= WHAT YOU HAVE TO DO =
What lines in the records below hold the string "Oubu"? Please show them.

Collected data
*** Begin section ***

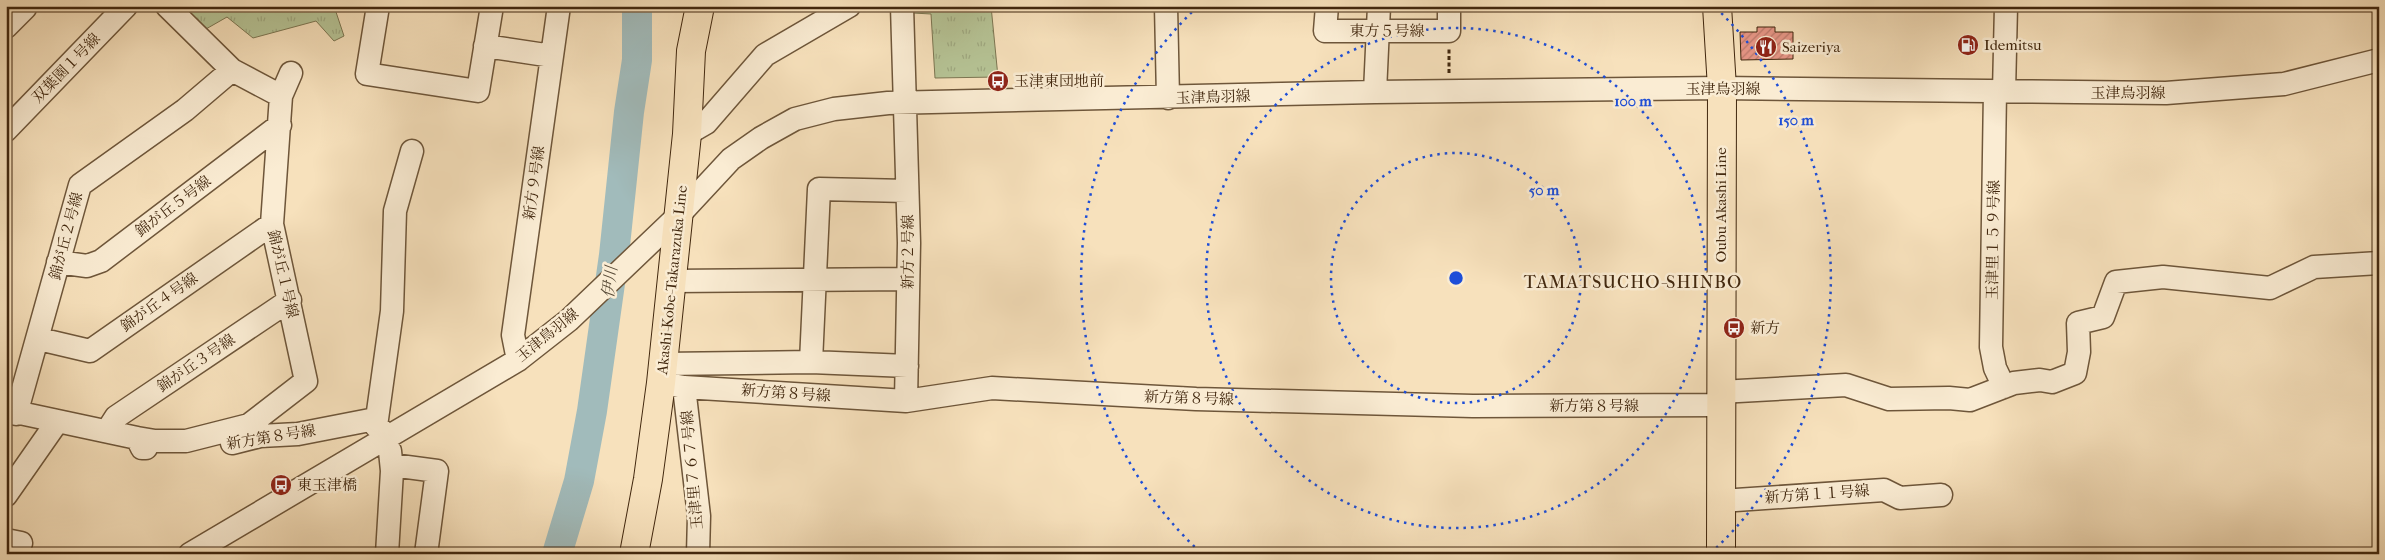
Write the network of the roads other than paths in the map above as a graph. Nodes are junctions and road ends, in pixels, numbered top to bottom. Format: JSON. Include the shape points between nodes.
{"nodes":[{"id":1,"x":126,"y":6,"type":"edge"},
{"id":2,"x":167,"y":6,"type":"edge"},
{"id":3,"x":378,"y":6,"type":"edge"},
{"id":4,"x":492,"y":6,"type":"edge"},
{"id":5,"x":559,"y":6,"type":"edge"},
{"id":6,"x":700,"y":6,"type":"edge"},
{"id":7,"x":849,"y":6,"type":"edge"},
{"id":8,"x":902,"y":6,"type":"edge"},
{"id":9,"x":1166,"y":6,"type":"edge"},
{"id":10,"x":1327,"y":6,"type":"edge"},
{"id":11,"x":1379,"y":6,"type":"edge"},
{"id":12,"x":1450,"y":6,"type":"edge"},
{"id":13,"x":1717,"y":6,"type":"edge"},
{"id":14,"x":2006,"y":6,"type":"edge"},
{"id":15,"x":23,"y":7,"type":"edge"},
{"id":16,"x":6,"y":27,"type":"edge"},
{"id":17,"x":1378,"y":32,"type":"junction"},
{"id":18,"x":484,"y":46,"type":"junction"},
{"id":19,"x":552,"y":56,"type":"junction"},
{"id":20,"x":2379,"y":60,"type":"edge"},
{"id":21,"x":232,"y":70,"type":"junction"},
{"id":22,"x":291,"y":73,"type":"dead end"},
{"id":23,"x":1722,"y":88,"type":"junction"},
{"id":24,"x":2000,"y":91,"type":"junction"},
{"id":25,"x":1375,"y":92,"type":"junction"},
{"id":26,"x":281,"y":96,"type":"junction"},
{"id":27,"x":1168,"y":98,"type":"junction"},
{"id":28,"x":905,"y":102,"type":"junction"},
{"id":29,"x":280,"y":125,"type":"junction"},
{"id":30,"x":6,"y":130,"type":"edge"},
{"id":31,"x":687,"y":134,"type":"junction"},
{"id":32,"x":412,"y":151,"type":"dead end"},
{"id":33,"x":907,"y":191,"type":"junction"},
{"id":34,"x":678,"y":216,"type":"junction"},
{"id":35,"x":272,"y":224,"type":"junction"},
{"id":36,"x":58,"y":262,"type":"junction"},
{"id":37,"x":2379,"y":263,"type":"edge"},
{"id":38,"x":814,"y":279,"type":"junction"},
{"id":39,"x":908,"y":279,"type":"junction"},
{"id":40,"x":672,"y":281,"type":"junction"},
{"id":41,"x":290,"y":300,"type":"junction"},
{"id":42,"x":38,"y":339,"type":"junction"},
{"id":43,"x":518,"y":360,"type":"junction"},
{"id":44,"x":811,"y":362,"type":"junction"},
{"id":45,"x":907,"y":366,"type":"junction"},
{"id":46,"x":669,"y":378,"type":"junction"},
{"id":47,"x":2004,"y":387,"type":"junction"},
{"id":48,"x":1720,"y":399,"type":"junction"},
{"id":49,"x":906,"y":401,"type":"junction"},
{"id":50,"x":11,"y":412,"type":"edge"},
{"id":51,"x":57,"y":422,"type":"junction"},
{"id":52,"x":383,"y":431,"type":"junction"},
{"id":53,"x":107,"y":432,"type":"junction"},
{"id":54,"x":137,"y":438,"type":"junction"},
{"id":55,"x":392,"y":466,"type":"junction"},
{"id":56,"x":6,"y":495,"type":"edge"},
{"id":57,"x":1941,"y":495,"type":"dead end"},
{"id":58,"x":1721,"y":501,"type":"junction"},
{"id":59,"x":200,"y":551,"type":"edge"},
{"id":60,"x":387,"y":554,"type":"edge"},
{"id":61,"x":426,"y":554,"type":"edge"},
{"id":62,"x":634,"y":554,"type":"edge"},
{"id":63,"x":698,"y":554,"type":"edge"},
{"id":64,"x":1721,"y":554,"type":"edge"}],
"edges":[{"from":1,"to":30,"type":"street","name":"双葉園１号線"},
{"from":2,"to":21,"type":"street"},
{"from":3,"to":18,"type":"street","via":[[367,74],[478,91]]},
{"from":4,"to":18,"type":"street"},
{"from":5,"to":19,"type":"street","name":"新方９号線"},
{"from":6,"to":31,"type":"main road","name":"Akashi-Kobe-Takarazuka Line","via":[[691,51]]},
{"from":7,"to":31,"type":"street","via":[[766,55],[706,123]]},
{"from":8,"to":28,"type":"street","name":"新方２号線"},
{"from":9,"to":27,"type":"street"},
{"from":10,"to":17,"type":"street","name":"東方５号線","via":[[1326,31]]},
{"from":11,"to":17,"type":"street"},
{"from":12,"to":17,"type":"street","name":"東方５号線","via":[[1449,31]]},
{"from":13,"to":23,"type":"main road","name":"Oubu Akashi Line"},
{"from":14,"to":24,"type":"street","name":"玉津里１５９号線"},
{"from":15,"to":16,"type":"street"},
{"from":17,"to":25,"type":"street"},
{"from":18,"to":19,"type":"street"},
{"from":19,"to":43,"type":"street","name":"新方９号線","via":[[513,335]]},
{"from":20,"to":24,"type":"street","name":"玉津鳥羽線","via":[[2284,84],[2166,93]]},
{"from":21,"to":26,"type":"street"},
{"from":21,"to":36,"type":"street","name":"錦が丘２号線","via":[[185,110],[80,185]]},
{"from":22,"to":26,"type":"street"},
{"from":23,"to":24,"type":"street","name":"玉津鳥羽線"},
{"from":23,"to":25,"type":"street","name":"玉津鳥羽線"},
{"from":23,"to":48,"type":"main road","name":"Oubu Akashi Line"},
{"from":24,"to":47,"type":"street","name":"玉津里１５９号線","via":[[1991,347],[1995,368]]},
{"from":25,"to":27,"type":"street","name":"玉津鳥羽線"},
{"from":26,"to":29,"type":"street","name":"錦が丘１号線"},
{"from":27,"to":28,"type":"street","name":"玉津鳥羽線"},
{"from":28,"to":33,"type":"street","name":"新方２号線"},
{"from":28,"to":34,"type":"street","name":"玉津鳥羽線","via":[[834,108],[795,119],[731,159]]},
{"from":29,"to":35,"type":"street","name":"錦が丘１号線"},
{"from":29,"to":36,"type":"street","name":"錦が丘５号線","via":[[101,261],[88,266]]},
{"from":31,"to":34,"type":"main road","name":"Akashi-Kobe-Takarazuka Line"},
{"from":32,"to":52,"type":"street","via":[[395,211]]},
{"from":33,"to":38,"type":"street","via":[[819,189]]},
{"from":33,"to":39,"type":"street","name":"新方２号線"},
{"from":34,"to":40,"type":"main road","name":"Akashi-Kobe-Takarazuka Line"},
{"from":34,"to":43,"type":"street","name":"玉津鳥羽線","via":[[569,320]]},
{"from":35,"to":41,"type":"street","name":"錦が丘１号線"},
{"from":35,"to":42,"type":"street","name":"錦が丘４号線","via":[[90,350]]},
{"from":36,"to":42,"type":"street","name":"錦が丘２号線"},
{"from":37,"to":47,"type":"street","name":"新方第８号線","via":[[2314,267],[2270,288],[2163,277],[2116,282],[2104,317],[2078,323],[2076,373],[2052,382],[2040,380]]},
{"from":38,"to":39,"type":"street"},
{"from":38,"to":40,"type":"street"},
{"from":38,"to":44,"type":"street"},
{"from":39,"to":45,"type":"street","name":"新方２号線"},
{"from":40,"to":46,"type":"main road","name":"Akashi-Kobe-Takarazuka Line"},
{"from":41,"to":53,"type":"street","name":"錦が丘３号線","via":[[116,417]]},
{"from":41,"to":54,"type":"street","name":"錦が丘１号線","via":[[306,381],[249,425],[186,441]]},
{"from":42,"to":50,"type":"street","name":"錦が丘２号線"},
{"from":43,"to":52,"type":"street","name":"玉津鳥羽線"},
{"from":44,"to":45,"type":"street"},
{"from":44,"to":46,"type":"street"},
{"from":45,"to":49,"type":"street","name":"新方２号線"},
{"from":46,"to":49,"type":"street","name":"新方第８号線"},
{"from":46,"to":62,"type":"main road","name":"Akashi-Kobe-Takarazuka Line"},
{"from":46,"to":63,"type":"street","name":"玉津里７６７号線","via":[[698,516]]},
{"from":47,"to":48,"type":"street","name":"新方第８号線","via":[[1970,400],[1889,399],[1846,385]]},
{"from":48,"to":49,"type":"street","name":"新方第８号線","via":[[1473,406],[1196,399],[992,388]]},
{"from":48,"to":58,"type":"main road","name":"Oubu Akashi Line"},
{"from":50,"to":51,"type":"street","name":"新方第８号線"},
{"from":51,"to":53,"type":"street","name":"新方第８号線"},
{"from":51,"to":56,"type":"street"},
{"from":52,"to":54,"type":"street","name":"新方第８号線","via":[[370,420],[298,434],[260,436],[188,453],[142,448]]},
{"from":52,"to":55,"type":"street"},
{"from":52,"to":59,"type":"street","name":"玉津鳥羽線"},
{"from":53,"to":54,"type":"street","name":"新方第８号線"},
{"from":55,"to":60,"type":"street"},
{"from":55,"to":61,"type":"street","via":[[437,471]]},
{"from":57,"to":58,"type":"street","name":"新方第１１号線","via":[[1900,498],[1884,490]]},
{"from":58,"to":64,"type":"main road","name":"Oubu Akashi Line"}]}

*** End section ***

= RESULT FOR THIS EXERCISE =
{"from":13,"to":23,"type":"main road","name":"Oubu Akashi Line"},
{"from":23,"to":48,"type":"main road","name":"Oubu Akashi Line"},
{"from":48,"to":58,"type":"main road","name":"Oubu Akashi Line"},
{"from":58,"to":64,"type":"main road","name":"Oubu Akashi Line"}]}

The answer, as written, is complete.